When a line below contains the string "NUSANTARA", show that line.
=== Section Start ===
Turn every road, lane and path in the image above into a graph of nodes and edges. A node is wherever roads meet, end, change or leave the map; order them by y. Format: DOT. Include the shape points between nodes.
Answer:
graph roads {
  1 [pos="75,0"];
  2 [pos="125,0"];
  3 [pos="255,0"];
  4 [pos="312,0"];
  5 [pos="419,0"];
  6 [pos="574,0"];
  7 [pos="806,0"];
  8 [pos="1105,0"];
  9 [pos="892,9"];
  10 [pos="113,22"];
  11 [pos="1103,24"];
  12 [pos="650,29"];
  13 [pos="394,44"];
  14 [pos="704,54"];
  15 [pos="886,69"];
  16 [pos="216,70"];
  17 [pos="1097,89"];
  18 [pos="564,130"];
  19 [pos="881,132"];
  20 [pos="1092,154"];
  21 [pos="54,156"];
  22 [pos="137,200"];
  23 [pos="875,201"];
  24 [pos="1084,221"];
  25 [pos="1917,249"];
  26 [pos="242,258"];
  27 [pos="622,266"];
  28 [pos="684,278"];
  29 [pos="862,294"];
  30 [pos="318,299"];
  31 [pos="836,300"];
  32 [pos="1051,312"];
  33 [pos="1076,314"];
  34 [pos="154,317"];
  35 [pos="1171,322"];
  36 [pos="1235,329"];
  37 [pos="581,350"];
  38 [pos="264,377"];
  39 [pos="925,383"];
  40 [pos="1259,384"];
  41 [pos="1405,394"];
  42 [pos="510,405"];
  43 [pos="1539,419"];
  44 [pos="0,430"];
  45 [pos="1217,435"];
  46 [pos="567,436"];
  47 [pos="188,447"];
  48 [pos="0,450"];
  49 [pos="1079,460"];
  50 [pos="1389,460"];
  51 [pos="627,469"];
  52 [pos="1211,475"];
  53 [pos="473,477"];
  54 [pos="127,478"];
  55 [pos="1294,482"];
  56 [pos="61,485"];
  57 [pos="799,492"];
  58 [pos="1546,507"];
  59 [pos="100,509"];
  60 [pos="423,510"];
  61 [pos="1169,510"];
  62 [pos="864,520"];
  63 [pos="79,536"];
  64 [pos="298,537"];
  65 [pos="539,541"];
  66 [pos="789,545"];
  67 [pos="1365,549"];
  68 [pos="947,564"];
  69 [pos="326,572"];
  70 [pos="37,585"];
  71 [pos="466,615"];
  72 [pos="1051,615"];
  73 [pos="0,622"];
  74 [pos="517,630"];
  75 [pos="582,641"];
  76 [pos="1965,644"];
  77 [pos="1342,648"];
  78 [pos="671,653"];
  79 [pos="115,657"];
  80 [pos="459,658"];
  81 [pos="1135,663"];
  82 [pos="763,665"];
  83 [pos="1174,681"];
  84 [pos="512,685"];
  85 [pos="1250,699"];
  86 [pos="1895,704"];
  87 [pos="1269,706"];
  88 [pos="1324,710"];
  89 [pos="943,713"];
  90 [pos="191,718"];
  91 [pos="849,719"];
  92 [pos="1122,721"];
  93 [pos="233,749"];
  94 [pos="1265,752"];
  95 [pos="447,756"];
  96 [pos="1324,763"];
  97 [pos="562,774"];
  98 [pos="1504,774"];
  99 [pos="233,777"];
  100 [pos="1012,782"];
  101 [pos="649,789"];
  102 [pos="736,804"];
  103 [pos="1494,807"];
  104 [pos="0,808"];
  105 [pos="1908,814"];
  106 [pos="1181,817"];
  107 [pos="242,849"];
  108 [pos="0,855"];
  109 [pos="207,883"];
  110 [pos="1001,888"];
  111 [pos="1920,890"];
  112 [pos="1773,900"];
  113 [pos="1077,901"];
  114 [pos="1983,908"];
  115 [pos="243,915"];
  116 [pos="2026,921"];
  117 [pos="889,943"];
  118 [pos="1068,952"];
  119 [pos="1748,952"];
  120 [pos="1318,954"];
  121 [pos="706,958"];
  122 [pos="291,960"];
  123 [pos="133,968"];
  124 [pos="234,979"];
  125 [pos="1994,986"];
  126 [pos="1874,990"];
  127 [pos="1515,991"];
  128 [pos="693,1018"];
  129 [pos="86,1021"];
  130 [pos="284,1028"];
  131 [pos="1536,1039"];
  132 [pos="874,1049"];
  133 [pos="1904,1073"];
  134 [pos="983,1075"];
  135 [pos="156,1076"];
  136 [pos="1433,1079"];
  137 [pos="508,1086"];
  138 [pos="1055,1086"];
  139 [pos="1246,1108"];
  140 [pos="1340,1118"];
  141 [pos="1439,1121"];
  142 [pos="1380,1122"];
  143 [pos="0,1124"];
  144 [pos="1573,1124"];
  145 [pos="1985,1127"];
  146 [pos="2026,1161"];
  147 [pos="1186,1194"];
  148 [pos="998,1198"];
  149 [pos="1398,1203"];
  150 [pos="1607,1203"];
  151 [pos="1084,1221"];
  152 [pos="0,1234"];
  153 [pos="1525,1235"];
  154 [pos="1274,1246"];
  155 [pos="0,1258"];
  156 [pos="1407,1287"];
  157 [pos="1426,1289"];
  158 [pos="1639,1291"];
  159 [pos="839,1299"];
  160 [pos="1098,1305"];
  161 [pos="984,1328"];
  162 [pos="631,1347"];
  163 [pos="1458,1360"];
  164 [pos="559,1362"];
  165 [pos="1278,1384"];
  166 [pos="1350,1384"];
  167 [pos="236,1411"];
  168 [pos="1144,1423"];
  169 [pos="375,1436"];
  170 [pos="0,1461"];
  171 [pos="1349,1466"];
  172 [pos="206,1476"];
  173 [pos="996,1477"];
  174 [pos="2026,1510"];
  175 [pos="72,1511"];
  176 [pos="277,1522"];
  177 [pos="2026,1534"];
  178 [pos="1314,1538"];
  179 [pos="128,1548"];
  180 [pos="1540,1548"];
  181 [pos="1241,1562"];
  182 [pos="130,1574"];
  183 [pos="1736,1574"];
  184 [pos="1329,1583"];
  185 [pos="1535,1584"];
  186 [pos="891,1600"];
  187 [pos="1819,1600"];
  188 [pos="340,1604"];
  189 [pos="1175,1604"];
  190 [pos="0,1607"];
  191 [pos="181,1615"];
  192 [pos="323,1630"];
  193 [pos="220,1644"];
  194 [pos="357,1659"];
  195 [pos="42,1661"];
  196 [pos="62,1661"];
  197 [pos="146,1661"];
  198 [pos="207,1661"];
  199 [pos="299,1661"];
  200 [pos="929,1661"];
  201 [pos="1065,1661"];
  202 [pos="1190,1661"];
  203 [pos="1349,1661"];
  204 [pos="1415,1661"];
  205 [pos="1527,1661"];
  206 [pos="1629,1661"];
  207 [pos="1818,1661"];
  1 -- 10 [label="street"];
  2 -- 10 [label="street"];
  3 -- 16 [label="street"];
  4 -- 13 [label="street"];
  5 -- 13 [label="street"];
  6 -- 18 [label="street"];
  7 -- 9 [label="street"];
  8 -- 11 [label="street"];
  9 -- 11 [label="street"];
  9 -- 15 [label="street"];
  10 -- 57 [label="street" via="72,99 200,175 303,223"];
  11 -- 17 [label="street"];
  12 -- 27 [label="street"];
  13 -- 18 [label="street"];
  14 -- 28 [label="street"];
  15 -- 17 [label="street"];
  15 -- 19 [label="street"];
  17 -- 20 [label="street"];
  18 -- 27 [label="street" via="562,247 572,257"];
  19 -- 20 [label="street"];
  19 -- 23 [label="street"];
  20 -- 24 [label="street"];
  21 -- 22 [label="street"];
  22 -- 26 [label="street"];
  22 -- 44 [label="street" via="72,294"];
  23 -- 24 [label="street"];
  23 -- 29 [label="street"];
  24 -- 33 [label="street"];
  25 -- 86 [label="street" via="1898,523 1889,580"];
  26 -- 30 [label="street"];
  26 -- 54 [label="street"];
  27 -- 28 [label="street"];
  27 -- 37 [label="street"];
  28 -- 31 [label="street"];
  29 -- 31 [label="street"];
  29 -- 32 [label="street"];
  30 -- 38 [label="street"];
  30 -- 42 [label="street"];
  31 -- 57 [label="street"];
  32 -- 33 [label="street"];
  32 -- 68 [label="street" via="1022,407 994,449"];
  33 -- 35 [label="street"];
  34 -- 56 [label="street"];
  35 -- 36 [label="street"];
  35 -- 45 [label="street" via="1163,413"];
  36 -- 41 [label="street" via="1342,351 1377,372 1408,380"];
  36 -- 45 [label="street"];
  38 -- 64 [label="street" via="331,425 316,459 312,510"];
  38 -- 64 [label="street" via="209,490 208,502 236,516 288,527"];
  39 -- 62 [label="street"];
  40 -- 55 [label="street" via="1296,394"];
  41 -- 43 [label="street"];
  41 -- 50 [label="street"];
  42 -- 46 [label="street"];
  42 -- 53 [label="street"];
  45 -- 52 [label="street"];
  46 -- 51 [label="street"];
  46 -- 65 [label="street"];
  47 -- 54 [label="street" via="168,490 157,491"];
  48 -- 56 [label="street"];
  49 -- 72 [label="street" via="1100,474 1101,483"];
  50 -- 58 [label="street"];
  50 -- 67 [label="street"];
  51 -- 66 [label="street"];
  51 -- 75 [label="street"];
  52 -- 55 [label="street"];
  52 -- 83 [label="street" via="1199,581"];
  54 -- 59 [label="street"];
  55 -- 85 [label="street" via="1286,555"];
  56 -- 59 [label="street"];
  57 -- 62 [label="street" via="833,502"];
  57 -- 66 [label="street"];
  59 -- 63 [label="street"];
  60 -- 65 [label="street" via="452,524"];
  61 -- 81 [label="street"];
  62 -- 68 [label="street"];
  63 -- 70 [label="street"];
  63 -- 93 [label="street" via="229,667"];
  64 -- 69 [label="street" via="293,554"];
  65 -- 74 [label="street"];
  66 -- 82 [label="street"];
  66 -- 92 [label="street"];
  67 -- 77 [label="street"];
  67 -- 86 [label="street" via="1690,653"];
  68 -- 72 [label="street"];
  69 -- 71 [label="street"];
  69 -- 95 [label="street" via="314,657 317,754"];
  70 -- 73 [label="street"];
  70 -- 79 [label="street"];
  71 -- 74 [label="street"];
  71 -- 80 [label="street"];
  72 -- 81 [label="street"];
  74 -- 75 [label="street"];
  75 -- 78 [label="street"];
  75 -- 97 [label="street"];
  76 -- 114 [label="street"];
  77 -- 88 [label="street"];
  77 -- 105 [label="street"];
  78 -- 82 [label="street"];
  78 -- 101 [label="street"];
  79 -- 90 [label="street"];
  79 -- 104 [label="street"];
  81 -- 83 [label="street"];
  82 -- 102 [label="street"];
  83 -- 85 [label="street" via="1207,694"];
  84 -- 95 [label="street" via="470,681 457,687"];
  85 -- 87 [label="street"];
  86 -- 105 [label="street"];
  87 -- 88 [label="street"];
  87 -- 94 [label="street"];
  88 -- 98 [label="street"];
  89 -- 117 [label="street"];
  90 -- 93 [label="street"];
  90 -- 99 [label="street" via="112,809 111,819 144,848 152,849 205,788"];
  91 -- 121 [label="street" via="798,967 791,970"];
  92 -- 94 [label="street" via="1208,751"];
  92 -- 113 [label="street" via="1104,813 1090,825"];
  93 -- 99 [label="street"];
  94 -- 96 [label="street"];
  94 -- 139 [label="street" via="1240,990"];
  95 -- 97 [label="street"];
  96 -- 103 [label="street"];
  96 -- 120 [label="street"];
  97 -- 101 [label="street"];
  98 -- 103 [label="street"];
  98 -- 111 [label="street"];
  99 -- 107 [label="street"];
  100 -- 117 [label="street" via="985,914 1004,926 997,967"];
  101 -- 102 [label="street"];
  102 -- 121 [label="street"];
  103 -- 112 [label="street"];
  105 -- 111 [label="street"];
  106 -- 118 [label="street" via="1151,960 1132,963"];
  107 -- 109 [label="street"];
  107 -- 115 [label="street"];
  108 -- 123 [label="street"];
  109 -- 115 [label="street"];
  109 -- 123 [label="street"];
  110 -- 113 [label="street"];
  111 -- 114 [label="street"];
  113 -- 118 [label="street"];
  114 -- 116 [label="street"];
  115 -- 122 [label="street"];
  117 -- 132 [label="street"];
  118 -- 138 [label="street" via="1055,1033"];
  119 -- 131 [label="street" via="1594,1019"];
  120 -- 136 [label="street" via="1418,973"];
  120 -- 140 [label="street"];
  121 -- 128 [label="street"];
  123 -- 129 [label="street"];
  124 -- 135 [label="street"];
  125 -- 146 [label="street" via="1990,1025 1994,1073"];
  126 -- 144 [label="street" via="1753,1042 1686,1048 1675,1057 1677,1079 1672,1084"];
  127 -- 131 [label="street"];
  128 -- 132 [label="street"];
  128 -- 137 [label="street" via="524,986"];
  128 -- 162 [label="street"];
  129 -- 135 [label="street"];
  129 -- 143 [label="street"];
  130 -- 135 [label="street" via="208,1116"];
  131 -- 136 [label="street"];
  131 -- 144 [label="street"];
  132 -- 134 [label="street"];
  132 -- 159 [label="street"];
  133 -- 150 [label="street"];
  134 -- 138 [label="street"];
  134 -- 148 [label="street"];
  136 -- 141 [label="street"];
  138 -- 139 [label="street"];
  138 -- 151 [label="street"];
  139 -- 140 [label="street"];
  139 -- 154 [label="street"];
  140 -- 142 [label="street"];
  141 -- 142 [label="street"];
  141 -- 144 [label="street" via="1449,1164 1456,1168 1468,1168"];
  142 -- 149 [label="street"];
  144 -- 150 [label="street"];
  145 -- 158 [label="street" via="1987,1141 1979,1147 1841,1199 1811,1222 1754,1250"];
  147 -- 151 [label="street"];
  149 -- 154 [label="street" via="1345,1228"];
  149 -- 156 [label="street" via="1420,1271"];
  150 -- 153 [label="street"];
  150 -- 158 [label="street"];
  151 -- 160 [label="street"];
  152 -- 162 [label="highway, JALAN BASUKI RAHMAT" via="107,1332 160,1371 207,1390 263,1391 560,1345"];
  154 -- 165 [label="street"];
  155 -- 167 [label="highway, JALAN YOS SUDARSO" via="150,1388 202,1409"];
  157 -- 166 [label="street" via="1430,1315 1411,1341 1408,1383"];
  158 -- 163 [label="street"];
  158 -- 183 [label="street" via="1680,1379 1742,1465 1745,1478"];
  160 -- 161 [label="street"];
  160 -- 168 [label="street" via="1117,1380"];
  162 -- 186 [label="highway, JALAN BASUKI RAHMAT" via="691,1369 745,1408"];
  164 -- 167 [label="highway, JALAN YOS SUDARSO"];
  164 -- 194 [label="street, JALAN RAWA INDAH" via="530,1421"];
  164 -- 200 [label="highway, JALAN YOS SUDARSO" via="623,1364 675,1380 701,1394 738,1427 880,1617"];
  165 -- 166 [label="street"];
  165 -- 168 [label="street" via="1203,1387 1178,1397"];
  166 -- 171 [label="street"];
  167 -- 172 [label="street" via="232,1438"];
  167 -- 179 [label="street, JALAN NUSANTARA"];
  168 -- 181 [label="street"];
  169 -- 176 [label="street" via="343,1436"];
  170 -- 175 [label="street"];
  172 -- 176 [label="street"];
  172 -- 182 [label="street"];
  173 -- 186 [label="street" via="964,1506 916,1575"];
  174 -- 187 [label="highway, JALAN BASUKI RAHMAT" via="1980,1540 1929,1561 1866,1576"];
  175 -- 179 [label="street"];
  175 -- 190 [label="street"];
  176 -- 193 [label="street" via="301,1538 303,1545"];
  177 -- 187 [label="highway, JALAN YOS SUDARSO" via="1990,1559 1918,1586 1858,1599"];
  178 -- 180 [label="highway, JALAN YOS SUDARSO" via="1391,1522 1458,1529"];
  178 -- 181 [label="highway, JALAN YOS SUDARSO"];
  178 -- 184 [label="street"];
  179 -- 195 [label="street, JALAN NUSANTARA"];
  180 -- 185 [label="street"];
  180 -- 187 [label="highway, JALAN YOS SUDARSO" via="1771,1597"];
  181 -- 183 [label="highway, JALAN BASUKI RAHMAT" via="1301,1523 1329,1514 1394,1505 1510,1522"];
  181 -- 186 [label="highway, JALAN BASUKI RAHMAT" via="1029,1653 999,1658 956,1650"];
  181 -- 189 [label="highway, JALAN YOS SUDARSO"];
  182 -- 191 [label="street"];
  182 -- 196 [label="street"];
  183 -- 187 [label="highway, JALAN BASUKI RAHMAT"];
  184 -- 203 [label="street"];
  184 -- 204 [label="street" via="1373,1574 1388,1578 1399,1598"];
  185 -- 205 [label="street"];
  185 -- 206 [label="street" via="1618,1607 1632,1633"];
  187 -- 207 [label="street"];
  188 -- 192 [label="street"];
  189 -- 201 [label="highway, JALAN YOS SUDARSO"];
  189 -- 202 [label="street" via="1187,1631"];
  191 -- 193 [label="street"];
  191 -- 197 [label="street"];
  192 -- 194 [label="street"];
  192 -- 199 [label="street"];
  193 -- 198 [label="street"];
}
=== Section End ===
→ **Result below**:
  167 -- 179 [label="street, JALAN NUSANTARA"];
  179 -- 195 [label="street, JALAN NUSANTARA"];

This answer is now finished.